In 21st century Canada, doctors' roles are changing. They are in an environment of groundbreaking medical discoveries, the threat of pandemics, patients armed with information from the Internet, and cultural shifts with the arrival of immigrants from different countries.

The question is: How can medical schools and the Faculty of Health Sciences reconfigure the training of doctors and other health professionals to meet these fundamental changes in healthcare?

Teachers in a New Time, Teachers for a New Time will explore these and other issues on Wednesday, April 30 during the fourth annual Henry and Sylvia Wong Forum in Medicine. The forum will be held in HSC, Room 1A1 from 4:30 to 5:30 p.m. with a reception to follow.

Discussion of this mosaic of new realities will be led by guest speaker Elizabeth M. Davis, a noted physician who is chairperson of the Canadian Health Services Research Foundation, past president of the Medical Council of Canada and a member of the board of the Royal College of Physicians and Surgeons of Canada.

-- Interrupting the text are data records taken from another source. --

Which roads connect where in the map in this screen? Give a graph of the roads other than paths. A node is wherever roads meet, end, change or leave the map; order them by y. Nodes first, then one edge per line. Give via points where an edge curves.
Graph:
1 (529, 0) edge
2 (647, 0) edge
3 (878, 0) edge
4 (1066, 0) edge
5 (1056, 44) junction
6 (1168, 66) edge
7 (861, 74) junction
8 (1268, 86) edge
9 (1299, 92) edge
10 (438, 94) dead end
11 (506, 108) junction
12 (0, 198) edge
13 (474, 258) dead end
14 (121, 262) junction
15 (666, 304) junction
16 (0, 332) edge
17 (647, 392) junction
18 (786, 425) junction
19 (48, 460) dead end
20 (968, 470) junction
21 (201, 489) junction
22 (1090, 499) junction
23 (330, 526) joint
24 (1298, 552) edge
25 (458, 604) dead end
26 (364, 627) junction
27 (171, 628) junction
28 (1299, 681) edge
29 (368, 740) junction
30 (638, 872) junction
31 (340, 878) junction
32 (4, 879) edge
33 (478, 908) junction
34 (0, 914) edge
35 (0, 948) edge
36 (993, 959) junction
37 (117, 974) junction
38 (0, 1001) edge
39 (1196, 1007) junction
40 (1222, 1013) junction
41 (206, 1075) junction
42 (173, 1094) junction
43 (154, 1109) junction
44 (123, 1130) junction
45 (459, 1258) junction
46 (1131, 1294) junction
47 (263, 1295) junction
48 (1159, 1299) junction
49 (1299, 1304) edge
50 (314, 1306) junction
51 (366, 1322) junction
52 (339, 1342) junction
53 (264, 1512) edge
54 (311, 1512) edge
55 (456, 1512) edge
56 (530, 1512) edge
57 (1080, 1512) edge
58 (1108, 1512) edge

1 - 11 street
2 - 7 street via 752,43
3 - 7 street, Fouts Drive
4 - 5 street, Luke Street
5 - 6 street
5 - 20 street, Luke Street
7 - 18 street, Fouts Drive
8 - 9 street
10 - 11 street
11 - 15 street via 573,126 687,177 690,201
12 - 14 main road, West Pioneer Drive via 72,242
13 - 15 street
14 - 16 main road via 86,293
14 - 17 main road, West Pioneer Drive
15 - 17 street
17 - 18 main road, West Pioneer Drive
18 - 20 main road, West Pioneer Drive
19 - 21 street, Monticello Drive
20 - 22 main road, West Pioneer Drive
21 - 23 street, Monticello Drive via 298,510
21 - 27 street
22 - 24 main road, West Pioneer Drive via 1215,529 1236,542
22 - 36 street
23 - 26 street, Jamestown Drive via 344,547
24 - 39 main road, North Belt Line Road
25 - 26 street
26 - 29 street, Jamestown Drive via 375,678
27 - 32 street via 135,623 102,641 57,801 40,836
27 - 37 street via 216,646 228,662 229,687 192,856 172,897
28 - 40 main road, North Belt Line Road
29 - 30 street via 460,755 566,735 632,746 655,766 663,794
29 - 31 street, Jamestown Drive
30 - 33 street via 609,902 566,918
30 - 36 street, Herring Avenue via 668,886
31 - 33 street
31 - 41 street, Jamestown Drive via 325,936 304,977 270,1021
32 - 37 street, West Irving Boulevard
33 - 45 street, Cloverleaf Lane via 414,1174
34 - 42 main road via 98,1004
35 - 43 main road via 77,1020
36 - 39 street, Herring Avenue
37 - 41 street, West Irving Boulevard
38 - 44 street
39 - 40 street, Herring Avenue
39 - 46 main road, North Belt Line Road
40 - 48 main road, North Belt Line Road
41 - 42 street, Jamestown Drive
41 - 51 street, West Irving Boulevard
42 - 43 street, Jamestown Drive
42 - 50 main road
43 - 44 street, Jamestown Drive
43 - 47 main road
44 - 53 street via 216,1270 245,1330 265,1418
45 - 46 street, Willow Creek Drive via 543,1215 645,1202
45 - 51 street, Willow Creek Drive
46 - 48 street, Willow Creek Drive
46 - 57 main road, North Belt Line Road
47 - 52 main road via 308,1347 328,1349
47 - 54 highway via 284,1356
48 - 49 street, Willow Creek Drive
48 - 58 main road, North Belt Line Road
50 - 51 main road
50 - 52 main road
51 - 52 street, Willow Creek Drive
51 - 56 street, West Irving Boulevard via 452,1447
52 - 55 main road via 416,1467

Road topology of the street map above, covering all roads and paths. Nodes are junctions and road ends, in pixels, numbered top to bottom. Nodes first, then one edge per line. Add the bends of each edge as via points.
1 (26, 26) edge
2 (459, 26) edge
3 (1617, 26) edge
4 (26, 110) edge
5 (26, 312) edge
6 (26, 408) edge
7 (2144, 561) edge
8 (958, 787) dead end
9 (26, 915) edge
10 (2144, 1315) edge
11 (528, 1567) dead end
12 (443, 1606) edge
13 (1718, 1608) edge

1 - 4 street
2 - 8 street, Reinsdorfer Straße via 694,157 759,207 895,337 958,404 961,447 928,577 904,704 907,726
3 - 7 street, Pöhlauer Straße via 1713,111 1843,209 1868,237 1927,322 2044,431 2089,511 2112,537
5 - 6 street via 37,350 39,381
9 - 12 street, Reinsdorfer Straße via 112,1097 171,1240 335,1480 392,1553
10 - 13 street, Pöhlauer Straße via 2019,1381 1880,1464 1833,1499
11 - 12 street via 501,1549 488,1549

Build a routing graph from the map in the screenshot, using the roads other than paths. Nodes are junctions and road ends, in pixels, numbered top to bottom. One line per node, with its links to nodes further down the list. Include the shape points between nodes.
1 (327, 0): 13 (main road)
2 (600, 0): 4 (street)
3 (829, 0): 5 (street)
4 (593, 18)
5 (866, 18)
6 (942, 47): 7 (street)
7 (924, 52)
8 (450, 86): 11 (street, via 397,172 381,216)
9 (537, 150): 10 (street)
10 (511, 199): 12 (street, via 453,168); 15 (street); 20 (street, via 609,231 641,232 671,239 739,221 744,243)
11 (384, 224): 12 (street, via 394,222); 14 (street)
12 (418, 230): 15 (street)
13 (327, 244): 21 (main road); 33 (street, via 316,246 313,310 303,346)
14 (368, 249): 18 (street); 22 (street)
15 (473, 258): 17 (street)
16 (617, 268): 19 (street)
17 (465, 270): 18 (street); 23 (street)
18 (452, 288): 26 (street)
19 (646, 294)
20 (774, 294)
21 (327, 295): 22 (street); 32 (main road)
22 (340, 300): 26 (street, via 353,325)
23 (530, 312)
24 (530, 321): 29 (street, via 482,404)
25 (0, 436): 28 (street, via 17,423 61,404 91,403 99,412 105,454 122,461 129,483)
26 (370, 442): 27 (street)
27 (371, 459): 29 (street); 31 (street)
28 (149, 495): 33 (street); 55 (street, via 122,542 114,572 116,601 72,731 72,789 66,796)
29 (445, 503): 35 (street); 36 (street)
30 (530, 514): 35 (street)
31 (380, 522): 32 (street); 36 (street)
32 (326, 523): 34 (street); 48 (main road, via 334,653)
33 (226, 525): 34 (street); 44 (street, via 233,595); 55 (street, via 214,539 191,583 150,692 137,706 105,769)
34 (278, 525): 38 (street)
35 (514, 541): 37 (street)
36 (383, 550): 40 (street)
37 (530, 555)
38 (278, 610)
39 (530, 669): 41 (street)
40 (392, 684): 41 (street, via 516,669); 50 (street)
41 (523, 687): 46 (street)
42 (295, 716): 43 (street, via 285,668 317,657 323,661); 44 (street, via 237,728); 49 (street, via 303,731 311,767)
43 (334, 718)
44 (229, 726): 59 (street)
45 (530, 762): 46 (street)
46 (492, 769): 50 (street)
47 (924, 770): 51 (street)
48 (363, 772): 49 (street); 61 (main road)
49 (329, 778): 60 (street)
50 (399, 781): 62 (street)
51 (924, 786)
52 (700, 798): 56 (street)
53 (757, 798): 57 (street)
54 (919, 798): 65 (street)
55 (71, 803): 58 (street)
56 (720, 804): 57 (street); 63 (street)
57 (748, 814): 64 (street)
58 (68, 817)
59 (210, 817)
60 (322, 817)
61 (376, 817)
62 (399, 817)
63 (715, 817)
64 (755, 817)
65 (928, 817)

To adequately prepare health care students for the new era, Davis said faculties of health sciences will have to address broader issues such as how people learn, how generational differences impact on learning and the significance of social determinants of health.

At the same time, they must look after more specific issues, such as professionals' role in this new age, citizens' role in influencing the shape of health care and the new role of interdisciplinary learning and care.

Davis said the emerging concept of health care teams and collaborative practice, “are and must be an integral part of health care delivery” and understanding, building and sustaining such teams is “an emerging learning.”

As patients become more vocal and knowledgeable, she said all medical organizations, including faculties of medicine, associations, colleges, the Royal College of Physicians and Surgeons, “must work together to envision a new face of the profession and then provide leadership to realize that vision.”

The move to interprofessional education between doctors, nurses and other health care professionals is a key component in realizing this new vision, Davis said.

“We would never bring a hockey team to the Olympics having trained each player individually and then expect them to play as a highly functioning team the minute they come on the ice,” she said.

“Health care teams cannot function as highly performing teams unless we give them every advantage in their initial education and their on-going education. Yet, we must do this without denying the distinctive knowledge, expertise, skills and dignity of each profession and their unique gifts to health care and health. No one yet knows how best to do this. The one comfort lies in the multiple efforts being made in this direction.”

Davis is a member of the Congregation of the Sisters of Mercy of Newfoundland and Labrador. She is a doctoral student in Scripture at the Toronto School of Theology, University of Toronto, and a part-time faculty member at St. Augustine's Seminary (Toronto) where she teaches the introduction to the Old Testament.

She serves on the board of the Regis College, Toronto School of Theology and the Mercy International Research Commission in Dublin, Ireland.

The Henry and Sylvia Wong Forum in Medicine for the advancement of research and public education was established by the Wongs, who are McMaster graduates.

The Wong Forum in Medicine is part of the Program for Faculty Development which has showcased academic programs, innovations, networking and updates on new strategies for 20 years. However, this is the first year the program has held an annual day in faculty development.